▶ **Available records**
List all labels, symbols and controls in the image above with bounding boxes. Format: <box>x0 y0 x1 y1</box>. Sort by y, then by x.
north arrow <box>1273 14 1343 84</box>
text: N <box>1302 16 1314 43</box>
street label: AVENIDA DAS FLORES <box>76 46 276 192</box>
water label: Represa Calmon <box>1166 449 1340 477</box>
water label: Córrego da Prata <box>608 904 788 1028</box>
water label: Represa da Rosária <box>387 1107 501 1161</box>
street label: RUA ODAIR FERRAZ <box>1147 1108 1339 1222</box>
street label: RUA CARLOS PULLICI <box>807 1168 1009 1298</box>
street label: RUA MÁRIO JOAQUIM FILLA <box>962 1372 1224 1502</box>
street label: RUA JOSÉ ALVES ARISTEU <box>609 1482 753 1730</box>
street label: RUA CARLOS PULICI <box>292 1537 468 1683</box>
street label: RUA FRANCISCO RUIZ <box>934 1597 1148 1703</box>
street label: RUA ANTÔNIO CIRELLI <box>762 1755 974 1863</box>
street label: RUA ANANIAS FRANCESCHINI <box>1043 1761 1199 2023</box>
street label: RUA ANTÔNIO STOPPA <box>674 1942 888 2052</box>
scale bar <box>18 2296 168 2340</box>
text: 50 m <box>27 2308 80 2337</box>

▶ **About this task**
Each line of the listing needs to be transcribed exactly.

▶ **Task answer**
List all labels, symbols and controls in the image above with bounding boxes. Format: <box>x0 y0 x1 y1</box>. Sort by y, then by x.
north arrow <box>1273 14 1343 84</box>
text: N <box>1302 16 1314 43</box>
street label: AVENIDA DAS FLORES <box>76 46 276 192</box>
water label: Represa Calmon <box>1166 449 1340 477</box>
water label: Córrego da Prata <box>608 904 788 1028</box>
water label: Represa da Rosária <box>387 1107 501 1161</box>
street label: RUA ODAIR FERRAZ <box>1147 1108 1339 1222</box>
street label: RUA CARLOS PULLICI <box>807 1168 1009 1298</box>
street label: RUA MÁRIO JOAQUIM FILLA <box>962 1372 1224 1502</box>
street label: RUA JOSÉ ALVES ARISTEU <box>609 1482 753 1730</box>
street label: RUA CARLOS PULICI <box>292 1537 468 1683</box>
street label: RUA FRANCISCO RUIZ <box>934 1597 1148 1703</box>
street label: RUA ANTÔNIO CIRELLI <box>762 1755 974 1863</box>
street label: RUA ANANIAS FRANCESCHINI <box>1043 1761 1199 2023</box>
street label: RUA ANTÔNIO STOPPA <box>674 1942 888 2052</box>
scale bar <box>18 2296 168 2340</box>
text: 50 m <box>27 2308 80 2337</box>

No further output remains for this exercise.